▸ **TASK DESCRIPTION**: Copy every line from the data below in which the string "Rocque" can be found.

START PROVIDED RECORDS

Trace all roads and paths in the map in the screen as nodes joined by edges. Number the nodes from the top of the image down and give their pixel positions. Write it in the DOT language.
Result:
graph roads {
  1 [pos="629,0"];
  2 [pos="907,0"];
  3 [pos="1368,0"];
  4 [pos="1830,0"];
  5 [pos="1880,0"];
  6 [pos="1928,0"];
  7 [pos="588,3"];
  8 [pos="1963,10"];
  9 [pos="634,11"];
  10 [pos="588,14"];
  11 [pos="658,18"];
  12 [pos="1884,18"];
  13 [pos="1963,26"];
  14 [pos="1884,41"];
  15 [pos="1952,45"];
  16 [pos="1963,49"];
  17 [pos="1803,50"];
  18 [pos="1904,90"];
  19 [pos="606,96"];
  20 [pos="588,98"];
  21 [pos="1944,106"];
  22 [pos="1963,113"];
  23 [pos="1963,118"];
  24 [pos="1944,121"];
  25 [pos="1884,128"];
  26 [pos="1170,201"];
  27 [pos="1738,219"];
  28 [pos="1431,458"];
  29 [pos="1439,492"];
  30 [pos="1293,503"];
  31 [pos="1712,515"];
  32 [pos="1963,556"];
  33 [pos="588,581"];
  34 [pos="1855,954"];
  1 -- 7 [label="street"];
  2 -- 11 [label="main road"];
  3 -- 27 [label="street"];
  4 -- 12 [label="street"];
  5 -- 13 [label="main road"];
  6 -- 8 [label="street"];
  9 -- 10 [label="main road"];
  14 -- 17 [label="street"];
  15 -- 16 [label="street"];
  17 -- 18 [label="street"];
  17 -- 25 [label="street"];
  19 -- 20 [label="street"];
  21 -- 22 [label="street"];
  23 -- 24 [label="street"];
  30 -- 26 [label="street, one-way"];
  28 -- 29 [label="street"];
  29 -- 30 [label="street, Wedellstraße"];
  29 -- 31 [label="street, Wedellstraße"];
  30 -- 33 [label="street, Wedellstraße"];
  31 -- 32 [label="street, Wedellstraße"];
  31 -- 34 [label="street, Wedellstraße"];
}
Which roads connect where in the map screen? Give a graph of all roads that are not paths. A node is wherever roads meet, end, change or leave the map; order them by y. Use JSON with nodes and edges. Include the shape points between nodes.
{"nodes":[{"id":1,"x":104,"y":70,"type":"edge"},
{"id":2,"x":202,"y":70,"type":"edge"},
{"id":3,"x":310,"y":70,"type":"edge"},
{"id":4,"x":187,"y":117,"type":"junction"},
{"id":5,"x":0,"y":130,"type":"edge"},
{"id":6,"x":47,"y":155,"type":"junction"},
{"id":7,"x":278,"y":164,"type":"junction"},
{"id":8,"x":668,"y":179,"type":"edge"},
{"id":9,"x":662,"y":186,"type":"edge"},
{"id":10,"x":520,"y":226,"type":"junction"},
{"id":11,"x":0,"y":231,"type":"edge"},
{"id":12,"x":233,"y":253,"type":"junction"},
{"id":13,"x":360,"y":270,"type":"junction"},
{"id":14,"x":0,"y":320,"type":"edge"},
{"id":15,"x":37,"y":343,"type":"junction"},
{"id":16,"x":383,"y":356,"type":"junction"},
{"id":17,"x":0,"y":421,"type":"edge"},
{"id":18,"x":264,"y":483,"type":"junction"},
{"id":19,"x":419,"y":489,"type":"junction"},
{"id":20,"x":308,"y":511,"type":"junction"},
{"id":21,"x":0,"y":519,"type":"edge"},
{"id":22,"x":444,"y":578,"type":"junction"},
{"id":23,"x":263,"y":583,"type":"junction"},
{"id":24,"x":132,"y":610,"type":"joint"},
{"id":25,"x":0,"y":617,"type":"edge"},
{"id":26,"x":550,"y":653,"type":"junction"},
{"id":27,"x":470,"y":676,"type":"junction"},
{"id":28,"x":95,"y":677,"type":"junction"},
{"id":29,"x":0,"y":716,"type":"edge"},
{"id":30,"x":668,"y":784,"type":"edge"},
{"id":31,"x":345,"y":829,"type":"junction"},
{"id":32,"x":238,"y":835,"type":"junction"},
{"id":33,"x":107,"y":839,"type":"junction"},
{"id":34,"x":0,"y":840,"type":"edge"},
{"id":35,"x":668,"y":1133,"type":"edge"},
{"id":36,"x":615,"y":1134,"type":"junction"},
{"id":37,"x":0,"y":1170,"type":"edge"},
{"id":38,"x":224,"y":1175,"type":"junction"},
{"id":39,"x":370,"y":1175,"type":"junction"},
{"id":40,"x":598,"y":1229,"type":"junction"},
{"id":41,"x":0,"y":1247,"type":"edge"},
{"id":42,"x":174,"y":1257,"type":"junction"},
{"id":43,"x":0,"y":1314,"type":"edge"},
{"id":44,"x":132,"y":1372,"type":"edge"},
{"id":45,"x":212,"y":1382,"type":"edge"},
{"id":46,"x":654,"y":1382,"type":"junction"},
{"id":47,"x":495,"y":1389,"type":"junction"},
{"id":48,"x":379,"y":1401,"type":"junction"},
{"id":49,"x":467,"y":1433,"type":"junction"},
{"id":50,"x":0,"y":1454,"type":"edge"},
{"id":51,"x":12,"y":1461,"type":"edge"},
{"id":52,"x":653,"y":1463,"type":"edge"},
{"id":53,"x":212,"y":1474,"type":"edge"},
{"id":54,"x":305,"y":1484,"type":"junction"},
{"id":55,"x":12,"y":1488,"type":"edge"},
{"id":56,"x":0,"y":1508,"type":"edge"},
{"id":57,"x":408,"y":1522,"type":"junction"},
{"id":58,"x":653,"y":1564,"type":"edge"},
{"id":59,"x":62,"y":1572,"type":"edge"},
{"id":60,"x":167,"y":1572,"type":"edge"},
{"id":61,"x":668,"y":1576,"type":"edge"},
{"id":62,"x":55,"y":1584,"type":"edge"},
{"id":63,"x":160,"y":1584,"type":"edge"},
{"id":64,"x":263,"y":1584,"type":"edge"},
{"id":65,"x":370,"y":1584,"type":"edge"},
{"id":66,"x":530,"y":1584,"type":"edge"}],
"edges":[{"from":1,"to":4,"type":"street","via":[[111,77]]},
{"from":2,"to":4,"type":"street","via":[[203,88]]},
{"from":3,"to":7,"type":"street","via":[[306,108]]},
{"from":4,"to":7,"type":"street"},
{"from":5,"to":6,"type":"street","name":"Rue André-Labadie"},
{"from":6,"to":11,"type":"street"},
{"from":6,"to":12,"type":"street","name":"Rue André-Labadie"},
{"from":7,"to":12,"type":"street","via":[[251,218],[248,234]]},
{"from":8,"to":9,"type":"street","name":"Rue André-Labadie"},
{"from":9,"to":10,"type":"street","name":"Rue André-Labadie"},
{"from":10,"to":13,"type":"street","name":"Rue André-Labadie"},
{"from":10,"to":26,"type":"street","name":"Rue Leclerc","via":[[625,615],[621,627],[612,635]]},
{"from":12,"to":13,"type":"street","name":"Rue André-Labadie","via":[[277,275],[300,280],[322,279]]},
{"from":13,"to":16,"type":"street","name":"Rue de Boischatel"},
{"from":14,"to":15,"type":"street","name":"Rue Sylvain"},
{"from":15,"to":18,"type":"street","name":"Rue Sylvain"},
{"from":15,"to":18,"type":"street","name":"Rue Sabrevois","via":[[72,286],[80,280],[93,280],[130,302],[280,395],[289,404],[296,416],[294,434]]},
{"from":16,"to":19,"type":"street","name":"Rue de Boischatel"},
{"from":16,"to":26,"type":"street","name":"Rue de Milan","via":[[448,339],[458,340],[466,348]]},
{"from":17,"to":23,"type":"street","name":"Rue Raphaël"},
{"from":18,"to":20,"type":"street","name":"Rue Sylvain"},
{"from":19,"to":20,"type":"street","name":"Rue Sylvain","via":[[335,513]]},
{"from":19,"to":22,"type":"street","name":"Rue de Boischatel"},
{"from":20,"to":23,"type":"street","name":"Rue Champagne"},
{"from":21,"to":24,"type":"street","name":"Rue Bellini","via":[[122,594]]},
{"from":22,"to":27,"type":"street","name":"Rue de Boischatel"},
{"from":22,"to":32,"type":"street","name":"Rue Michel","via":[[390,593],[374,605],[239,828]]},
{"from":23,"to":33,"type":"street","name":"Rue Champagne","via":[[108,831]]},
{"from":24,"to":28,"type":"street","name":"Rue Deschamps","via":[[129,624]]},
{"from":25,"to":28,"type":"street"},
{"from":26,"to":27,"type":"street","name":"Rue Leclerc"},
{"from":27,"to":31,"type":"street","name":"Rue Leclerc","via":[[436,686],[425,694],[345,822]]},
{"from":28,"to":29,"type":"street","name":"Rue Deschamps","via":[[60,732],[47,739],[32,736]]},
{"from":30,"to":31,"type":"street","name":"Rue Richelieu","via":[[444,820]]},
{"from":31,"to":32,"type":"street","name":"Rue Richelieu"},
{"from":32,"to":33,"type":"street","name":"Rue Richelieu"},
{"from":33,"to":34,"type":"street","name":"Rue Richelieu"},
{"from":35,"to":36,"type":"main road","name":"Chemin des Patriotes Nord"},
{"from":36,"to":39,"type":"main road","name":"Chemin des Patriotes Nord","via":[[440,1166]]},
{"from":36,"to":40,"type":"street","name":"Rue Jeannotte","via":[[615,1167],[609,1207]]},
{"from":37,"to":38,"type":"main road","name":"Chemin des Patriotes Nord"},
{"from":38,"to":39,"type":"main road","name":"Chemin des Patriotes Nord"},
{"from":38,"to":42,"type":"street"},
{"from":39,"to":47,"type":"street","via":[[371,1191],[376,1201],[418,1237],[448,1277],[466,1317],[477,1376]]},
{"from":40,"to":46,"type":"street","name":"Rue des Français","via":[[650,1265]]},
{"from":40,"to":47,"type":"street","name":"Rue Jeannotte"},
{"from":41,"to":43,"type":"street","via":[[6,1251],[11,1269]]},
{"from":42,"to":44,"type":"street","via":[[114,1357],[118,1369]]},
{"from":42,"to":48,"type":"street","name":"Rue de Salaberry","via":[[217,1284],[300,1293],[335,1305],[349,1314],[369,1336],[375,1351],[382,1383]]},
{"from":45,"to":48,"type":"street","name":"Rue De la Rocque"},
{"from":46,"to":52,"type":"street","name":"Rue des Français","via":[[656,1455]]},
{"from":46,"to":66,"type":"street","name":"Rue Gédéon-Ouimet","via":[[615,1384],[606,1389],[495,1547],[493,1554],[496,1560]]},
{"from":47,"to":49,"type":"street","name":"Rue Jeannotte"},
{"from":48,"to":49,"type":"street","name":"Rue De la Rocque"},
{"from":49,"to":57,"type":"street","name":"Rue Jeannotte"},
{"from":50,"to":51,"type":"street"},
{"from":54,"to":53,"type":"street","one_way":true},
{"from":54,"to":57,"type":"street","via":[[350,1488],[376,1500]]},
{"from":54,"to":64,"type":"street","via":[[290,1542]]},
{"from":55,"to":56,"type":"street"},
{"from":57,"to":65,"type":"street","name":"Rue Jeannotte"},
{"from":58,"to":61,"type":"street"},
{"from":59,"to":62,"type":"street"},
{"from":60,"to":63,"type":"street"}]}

END PROVIDED RECORDS

▸ **ANSWER TO THE EXERCISE**:
{"from":45,"to":48,"type":"street","name":"Rue De la Rocque"},
{"from":48,"to":49,"type":"street","name":"Rue De la Rocque"},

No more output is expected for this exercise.